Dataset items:
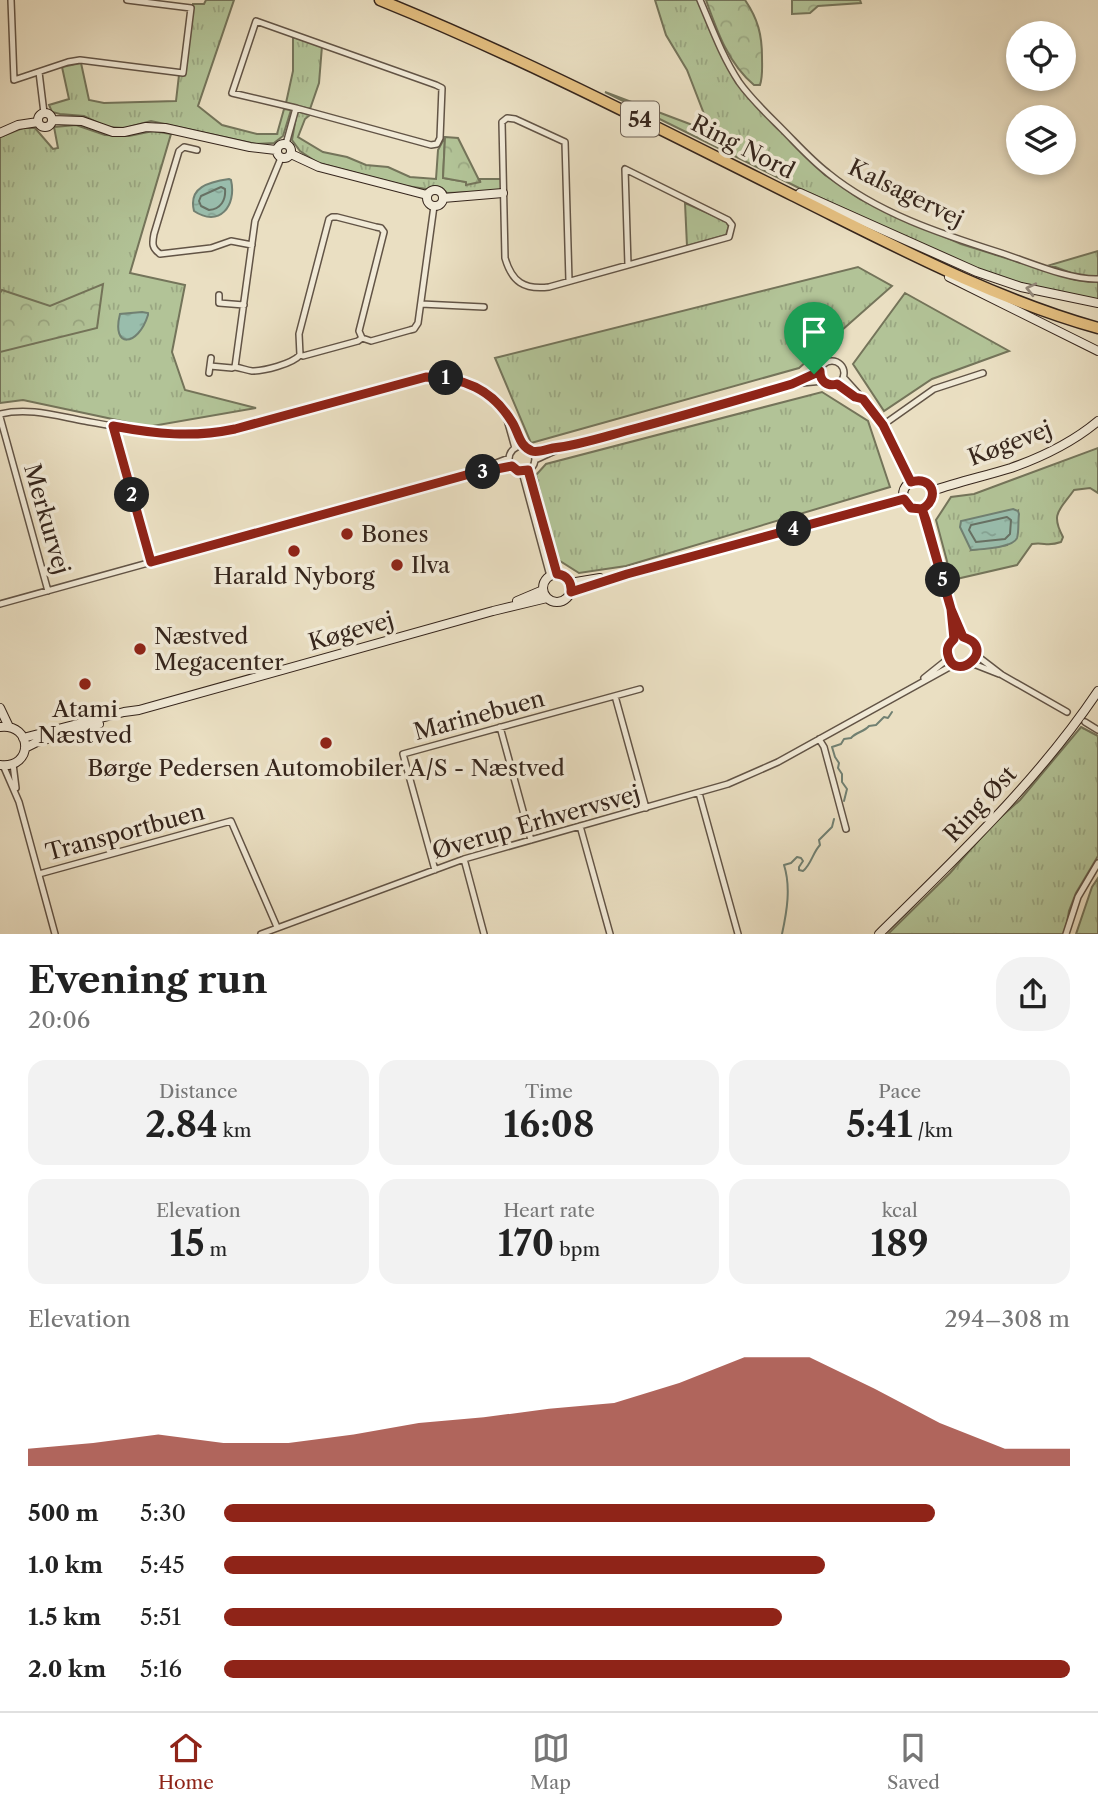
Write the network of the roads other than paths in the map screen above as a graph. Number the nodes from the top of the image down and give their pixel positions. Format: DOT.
graph roads {
  1 [pos="11,0"];
  2 [pos="127,0"];
  3 [pos="380,0"];
  4 [pos="396,0"];
  5 [pos="700,0"];
  6 [pos="39,72"];
  7 [pos="296,108"];
  8 [pos="44,113"];
  9 [pos="52,120"];
  10 [pos="38,121"];
  11 [pos="0,132"];
  12 [pos="286,144"];
  13 [pos="197,150"];
  14 [pos="278,154"];
  15 [pos="291,154"];
  16 [pos="800,193"];
  17 [pos="503,194"];
  18 [pos="427,195"];
  19 [pos="443,198"];
  20 [pos="434,206"];
  21 [pos="251,245"];
  22 [pos="895,247"];
  23 [pos="628,265"];
  24 [pos="1098,279"];
  25 [pos="569,281"];
  26 [pos="219,295"];
  27 [pos="1098,303"];
  28 [pos="421,304"];
  29 [pos="244,305"];
  30 [pos="484,307"];
  31 [pos="1098,326"];
  32 [pos="362,338"];
  33 [pos="1098,351"];
  34 [pos="300,355"];
  35 [pos="211,358"];
  36 [pos="235,367"];
  37 [pos="820,371"];
  38 [pos="983,373"];
  39 [pos="844,378"];
  40 [pos="823,381"];
  41 [pos="792,384"];
  42 [pos="837,384"];
  43 [pos="863,399"];
  44 [pos="0,415"];
  45 [pos="506,416"];
  46 [pos="1098,421"];
  47 [pos="883,425"];
  48 [pos="113,426"];
  49 [pos="523,446"];
  50 [pos="515,448"];
  51 [pos="561,448"];
  52 [pos="533,452"];
  53 [pos="509,458"];
  54 [pos="535,460"];
  55 [pos="512,466"];
  56 [pos="525,471"];
  57 [pos="466,475"];
  58 [pos="911,482"];
  59 [pos="932,491"];
  60 [pos="904,499"];
  61 [pos="922,509"];
  62 [pos="151,562"];
  63 [pos="554,575"];
  64 [pos="571,587"];
  65 [pos="48,591"];
  66 [pos="545,594"];
  67 [pos="0,604"];
  68 [pos="951,609"];
  69 [pos="963,637"];
  70 [pos="954,639"];
  71 [pos="976,655"];
  72 [pos="949,658"];
  73 [pos="971,663"];
  74 [pos="955,664"];
  75 [pos="1002,675"];
  76 [pos="914,686"];
  77 [pos="640,689"];
  78 [pos="1098,691"];
  79 [pos="615,696"];
  80 [pos="0,708"];
  81 [pos="139,710"];
  82 [pos="1067,712"];
  83 [pos="1085,722"];
  84 [pos="4,727"];
  85 [pos="500,727"];
  86 [pos="1098,730"];
  87 [pos="23,738"];
  88 [pos="819,739"];
  89 [pos="25,748"];
  90 [pos="13,764"];
  91 [pos="2,765"];
  92 [pos="699,793"];
  93 [pos="17,795"];
  94 [pos="646,808"];
  95 [pos="580,827"];
  96 [pos="846,829"];
  97 [pos="531,840"];
  98 [pos="464,859"];
  99 [pos="1098,863"];
  100 [pos="435,870"];
  101 [pos="39,874"];
  102 [pos="277,927"];
  103 [pos="55,934"];
  104 [pos="263,934"];
  105 [pos="484,934"];
  106 [pos="610,934"];
  107 [pos="738,934"];
  108 [pos="880,934"];
  109 [pos="1066,934"];
  1 -- 6 [label="street"];
  2 -- 6 [label="street"];
  3 -- 22 [label="highway, Ring Nord / 54"];
  4 -- 16 [label="highway, 54"];
  5 -- 24 [label="street, Kalsagervej"];
  6 -- 8 [label="street"];
  7 -- 7 [label="street"];
  7 -- 12 [label="street"];
  8 -- 9 [label="street"];
  8 -- 10 [label="street"];
  9 -- 10 [label="street"];
  9 -- 14 [label="street"];
  10 -- 11 [label="street"];
  12 -- 14 [label="street"];
  12 -- 15 [label="street"];
  13 -- 21 [label="street"];
  14 -- 15 [label="street"];
  14 -- 21 [label="street"];
  15 -- 18 [label="street"];
  27 -- 16 [label="street, one-way"];
  16 -- 31 [label="highway, Ring Nord / 54"];
  17 -- 19 [label="street"];
  17 -- 25 [label="street"];
  17 -- 25 [label="street"];
  18 -- 19 [label="street"];
  18 -- 20 [label="street"];
  19 -- 20 [label="street"];
  20 -- 28 [label="street"];
  21 -- 29 [label="street"];
  22 -- 31 [label="highway, 54"];
  22 -- 33 [label="street"];
  23 -- 23 [label="street"];
  23 -- 25 [label="street"];
  26 -- 29 [label="street"];
  28 -- 30 [label="street"];
  28 -- 32 [label="street"];
  29 -- 36 [label="street"];
  32 -- 34 [label="street"];
  32 -- 34 [label="street"];
  34 -- 36 [label="street"];
  35 -- 36 [label="street"];
  37 -- 39 [label="street"];
  37 -- 40 [label="street"];
  37 -- 41 [label="street"];
  38 -- 47 [label="street"];
  39 -- 42 [label="street"];
  39 -- 43 [label="street"];
  40 -- 41 [label="street"];
  40 -- 42 [label="street"];
  41 -- 51 [label="street"];
  42 -- 43 [label="street"];
  43 -- 47 [label="street"];
  44 -- 48 [label="street"];
  44 -- 65 [label="street, Merkurvej"];
  45 -- 48 [label="street"];
  45 -- 49 [label="street"];
  45 -- 50 [label="street"];
  46 -- 59 [label="street, Køgevej"];
  47 -- 58 [label="street"];
  48 -- 62 [label="street"];
  49 -- 50 [label="street"];
  49 -- 52 [label="street"];
  50 -- 53 [label="street"];
  51 -- 52 [label="street"];
  51 -- 54 [label="street"];
  52 -- 54 [label="street"];
  53 -- 55 [label="street"];
  53 -- 57 [label="street"];
  54 -- 56 [label="street"];
  55 -- 56 [label="street"];
  55 -- 57 [label="street"];
  56 -- 63 [label="street"];
  57 -- 62 [label="street"];
  58 -- 59 [label="street"];
  58 -- 60 [label="street"];
  59 -- 61 [label="street"];
  60 -- 61 [label="street"];
  60 -- 64 [label="street"];
  61 -- 68 [label="street"];
  62 -- 65 [label="street"];
  63 -- 64 [label="street"];
  63 -- 66 [label="street"];
  64 -- 66 [label="street"];
  65 -- 67 [label="street"];
  66 -- 81 [label="street, Køgevej"];
  68 -- 69 [label="street"];
  68 -- 70 [label="street"];
  69 -- 70 [label="street"];
  69 -- 71 [label="street"];
  70 -- 72 [label="street"];
  71 -- 73 [label="street"];
  71 -- 75 [label="street"];
  72 -- 74 [label="street"];
  72 -- 76 [label="street, Øverup Erhvervsvej"];
  73 -- 74 [label="street"];
  73 -- 75 [label="street"];
  74 -- 76 [label="street, Øverup Erhvervsvej"];
  75 -- 82 [label="street"];
  76 -- 88 [label="street, Øverup Erhvervsvej"];
  77 -- 79 [label="street, Marinebuen"];
  78 -- 108 [label="street, Ring Øst"];
  79 -- 85 [label="street, Marinebuen"];
  79 -- 94 [label="street"];
  80 -- 84 [label="street"];
  81 -- 87 [label="street, Køgevej"];
  81 -- 89 [label="street, Køgevej"];
  83 -- 86 [label="street"];
  84 -- 87 [label="street"];
  85 -- 97 [label="street"];
  85 -- 100 [label="street, Marinebuen"];
  87 -- 89 [label="street"];
  88 -- 92 [label="street, Øverup Erhvervsvej"];
  88 -- 96 [label="street"];
  89 -- 90 [label="street"];
  90 -- 91 [label="street"];
  90 -- 93 [label="street"];
  91 -- 93 [label="street"];
  92 -- 94 [label="street, Øverup Erhvervsvej"];
  92 -- 107 [label="street"];
  93 -- 101 [label="street"];
  94 -- 95 [label="street, Øverup Erhvervsvej"];
  95 -- 97 [label="street, Øverup Erhvervsvej"];
  95 -- 106 [label="street"];
  97 -- 98 [label="street, Øverup Erhvervsvej"];
  98 -- 100 [label="street, Øverup Erhvervsvej"];
  98 -- 105 [label="street"];
  99 -- 109 [label="street"];
  100 -- 102 [label="street, Øverup Erhvervsvej"];
  101 -- 102 [label="street, Transportbuen"];
  101 -- 103 [label="street"];
  102 -- 104 [label="street, Øverup Erhvervsvej"];
}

[EXERCISE DIRECTIONS]: Say how many lines in the records contain the string "roads", and say nothing else.

[YOUR RESPONSE]: 2